■ WHAT YOU NEED TO DO
Say how many lines in the records hold the word "Glenstone", and give nothing but that number.
*** Opening DATA EXTRACT ***
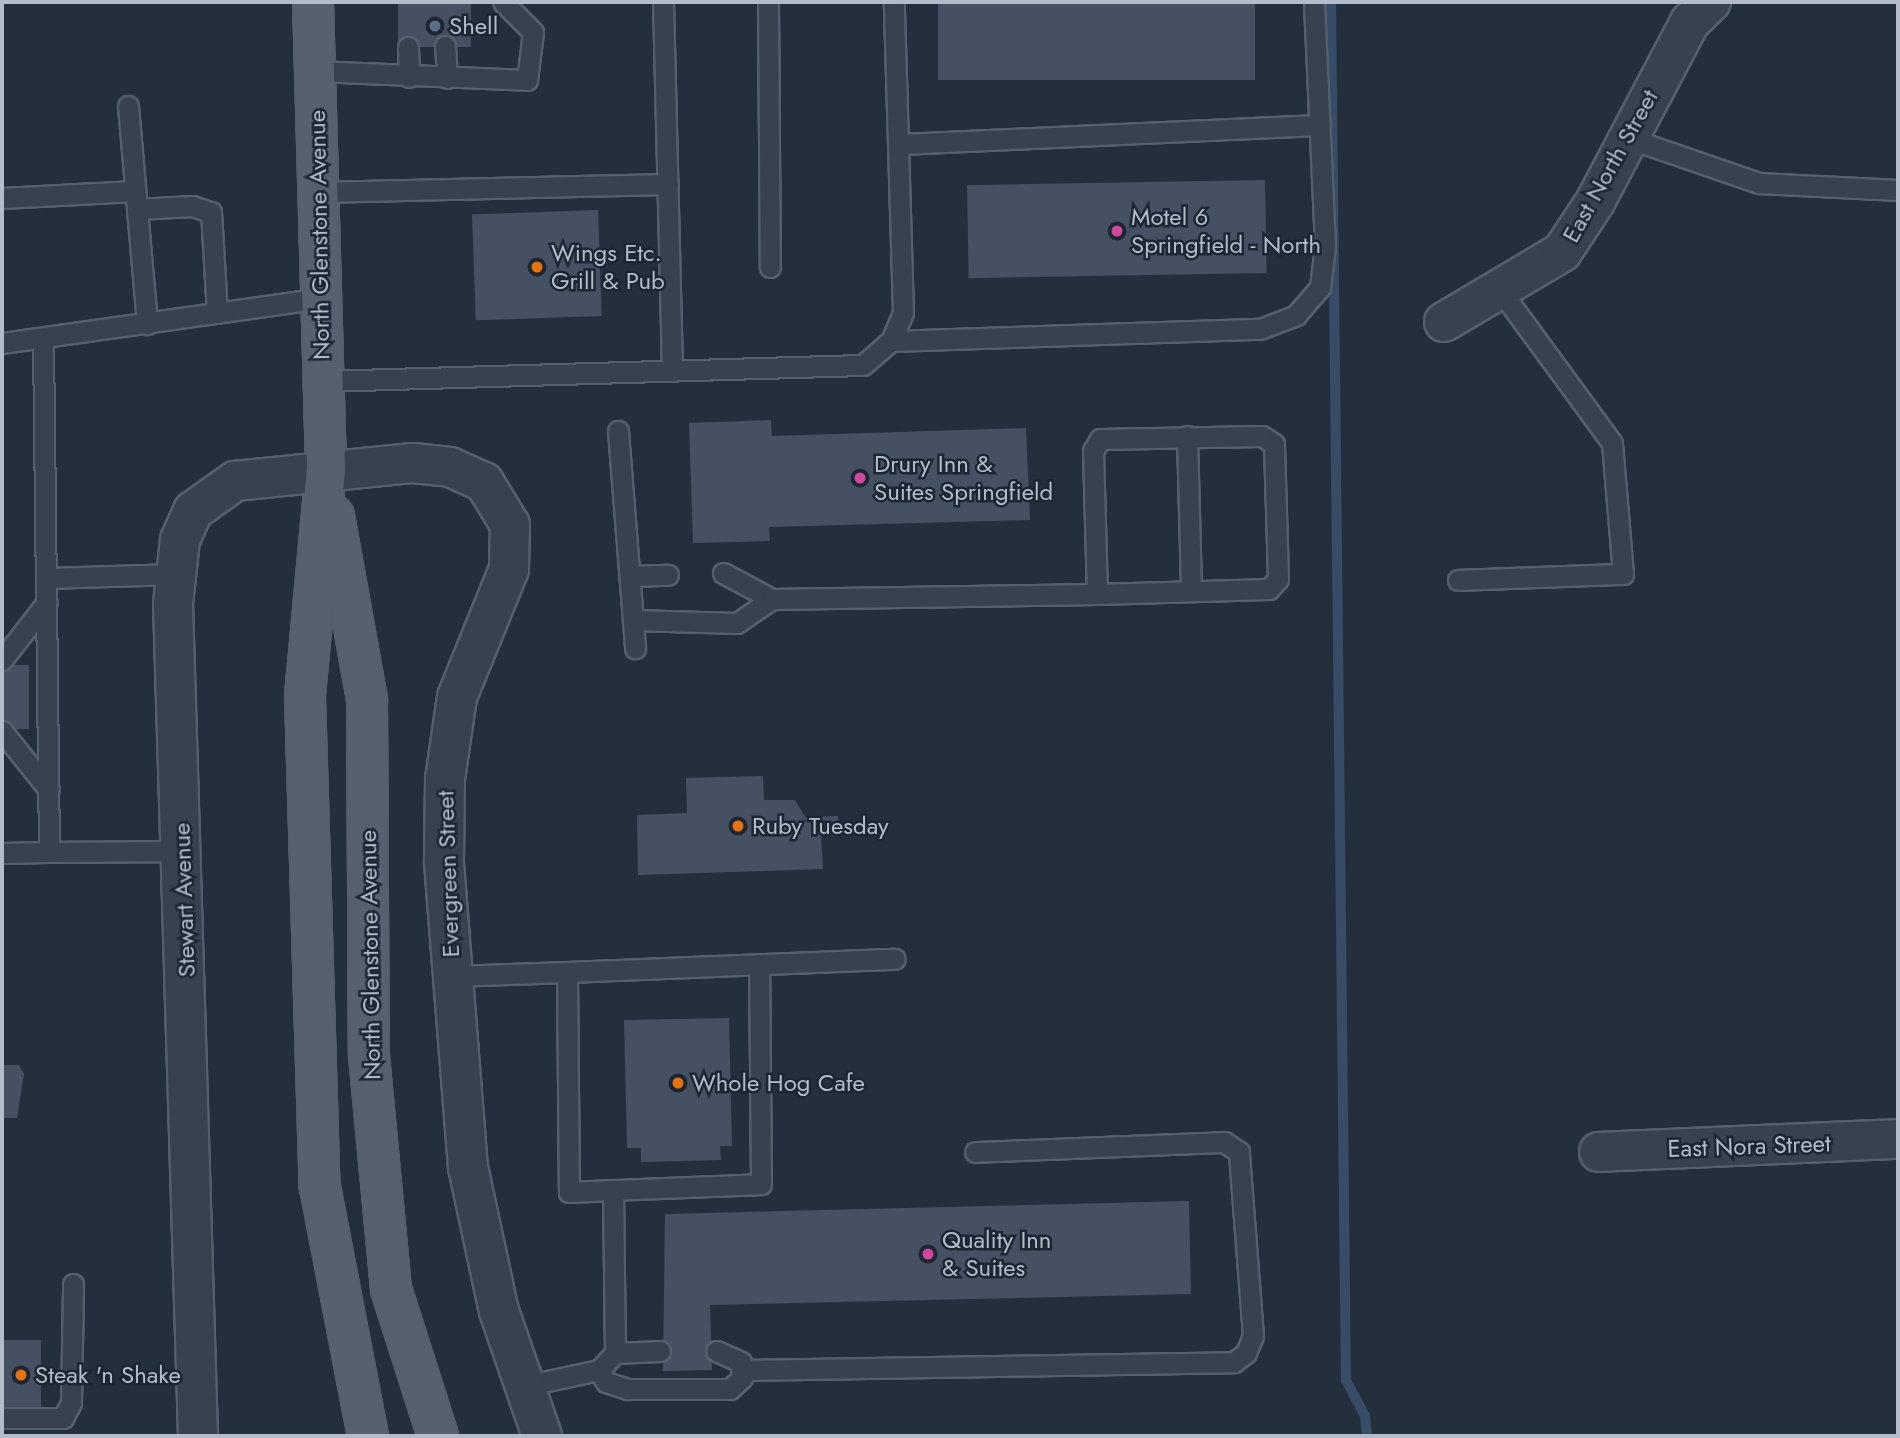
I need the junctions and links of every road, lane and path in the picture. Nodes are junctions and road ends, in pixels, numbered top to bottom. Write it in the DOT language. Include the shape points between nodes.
graph roads {
  1 [pos="313,2"];
  2 [pos="503,2"];
  3 [pos="663,2"];
  4 [pos="768,2"];
  5 [pos="894,2"];
  6 [pos="1314,2"];
  7 [pos="1711,2"];
  8 [pos="445,46"];
  9 [pos="408,47"];
  10 [pos="315,71"];
  11 [pos="409,77"];
  12 [pos="447,78"];
  13 [pos="128,106"];
  14 [pos="1320,125"];
  15 [pos="1628,138"];
  16 [pos="899,144"];
  17 [pos="668,184"];
  18 [pos="1898,190"];
  19 [pos="318,192"];
  20 [pos="2,198"];
  21 [pos="136,200"];
  22 [pos="770,267"];
  23 [pos="1500,290"];
  24 [pos="321,298"];
  25 [pos="217,313"];
  26 [pos="1444,322"];
  27 [pos="147,324"];
  28 [pos="43,340"];
  29 [pos="891,341"];
  30 [pos="2,343"];
  31 [pos="672,370"];
  32 [pos="323,381"];
  33 [pos="618,431"];
  34 [pos="1187,436"];
  35 [pos="326,469"];
  36 [pos="723,573"];
  37 [pos="176,574"];
  38 [pos="668,575"];
  39 [pos="629,576"];
  40 [pos="47,578"];
  41 [pos="1458,580"];
  42 [pos="1191,591"];
  43 [pos="1097,594"];
  44 [pos="772,599"];
  45 [pos="47,602"];
  46 [pos="633,620"];
  47 [pos="635,648"];
  48 [pos="2,660"];
  49 [pos="2,731"];
  50 [pos="49,790"];
  51 [pos="182,851"];
  52 [pos="49,852"];
  53 [pos="2,853"];
  54 [pos="895,959"];
  55 [pos="759,964"];
  56 [pos="567,972"];
  57 [pos="452,976"];
  58 [pos="1898,1139"];
  59 [pos="975,1152"];
  60 [pos="1599,1152"];
  61 [pos="613,1190"];
  62 [pos="72,1284"];
  63 [pos="660,1351"];
  64 [pos="716,1351"];
  65 [pos="615,1353"];
  66 [pos="599,1370"];
  67 [pos="742,1370"];
  68 [pos="524,1386"];
  69 [pos="2,1418"];
  70 [pos="198,1436"];
  71 [pos="368,1436"];
  72 [pos="438,1436"];
  73 [pos="542,1436"];
  1 -- 10 [label="main road, North Glenstone Avenue"];
  2 -- 12 [label="lane" via="533,32 527,80"];
  3 -- 17 [label="lane"];
  4 -- 22 [label="lane"];
  5 -- 16 [label="lane"];
  6 -- 14 [label="lane"];
  7 -- 15 [label="street, East North Street" via="1690,22"];
  8 -- 12 [label="lane"];
  9 -- 11 [label="lane"];
  10 -- 11 [label="lane"];
  10 -- 19 [label="main road, North Glenstone Avenue"];
  11 -- 12 [label="lane"];
  13 -- 21 [label="lane"];
  14 -- 16 [label="lane"];
  14 -- 29 [label="lane" via="1325,246 1320,287 1296,315 1260,329"];
  15 -- 18 [label="lane" via="1759,183"];
  15 -- 23 [label="street, East North Street" via="1562,252"];
  16 -- 29 [label="lane" via="903,313"];
  17 -- 19 [label="lane"];
  17 -- 31 [label="lane"];
  19 -- 24 [label="main road, North Glenstone Avenue"];
  20 -- 21 [label="lane"];
  21 -- 25 [label="lane" via="211,212"];
  21 -- 27 [label="lane"];
  23 -- 26 [label="street, East North Street"];
  23 -- 41 [label="lane" via="1612,443 1623,574"];
  24 -- 25 [label="lane"];
  24 -- 32 [label="main road, North Glenstone Avenue"];
  25 -- 27 [label="lane"];
  27 -- 28 [label="lane"];
  28 -- 30 [label="lane"];
  28 -- 40 [label="lane"];
  29 -- 31 [label="lane" via="863,365"];
  31 -- 32 [label="lane"];
  32 -- 35 [label="main road, North Glenstone Avenue"];
  33 -- 39 [label="lane"];
  34 -- 42 [label="lane"];
  34 -- 42 [label="lane" via="1262,436 1274,444 1278,566 1278,579 1269,589"];
  34 -- 43 [label="lane" via="1101,439 1093,451"];
  35 -- 37 [label="street, Stewart Avenue" via="254,475 217,491 183,530"];
  35 -- 57 [label="street, Evergreen Street" via="450,467 492,488 510,525 509,569 468,666 450,738 443,821"];
  35 -- 71 [label="main road, North Glenstone Avenue" via="305,696 320,1186"];
  35 -- 72 [label="main road, North Glenstone Avenue" via="367,700 369,1056 391,1289"];
  36 -- 44 [label="lane"];
  37 -- 40 [label="lane"];
  37 -- 51 [label="street, Stewart Avenue"];
  38 -- 39 [label="lane"];
  39 -- 46 [label="lane"];
  40 -- 45 [label="lane"];
  42 -- 43 [label="lane"];
  43 -- 44 [label="lane"];
  44 -- 46 [label="lane" via="737,624"];
  45 -- 48 [label="lane"];
  45 -- 50 [label="lane"];
  46 -- 47 [label="lane"];
  49 -- 50 [label="lane"];
  50 -- 52 [label="lane"];
  51 -- 52 [label="lane"];
  51 -- 70 [label="street, Stewart Avenue"];
  52 -- 53 [label="lane"];
  54 -- 55 [label="lane"];
  55 -- 56 [label="lane"];
  55 -- 61 [label="lane" via="761,1184"];
  56 -- 57 [label="lane"];
  56 -- 61 [label="lane" via="569,1192"];
  57 -- 68 [label="street, Evergreen Street" via="474,1204"];
  58 -- 60 [label="street, East Nora Street"];
  59 -- 67 [label="lane" via="1224,1142 1239,1152 1254,1336 1246,1353 1234,1362"];
  61 -- 65 [label="lane"];
  62 -- 69 [label="lane" via="71,1403 63,1418"];
  63 -- 65 [label="lane"];
  64 -- 67 [label="lane" via="734,1355"];
  65 -- 66 [label="lane"];
  66 -- 67 [label="lane" via="615,1387 657,1390 730,1389"];
  66 -- 68 [label="lane"];
  68 -- 73 [label="street, Evergreen Street"];
}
*** Closing DATA EXTRACT ***
■ RESULT
7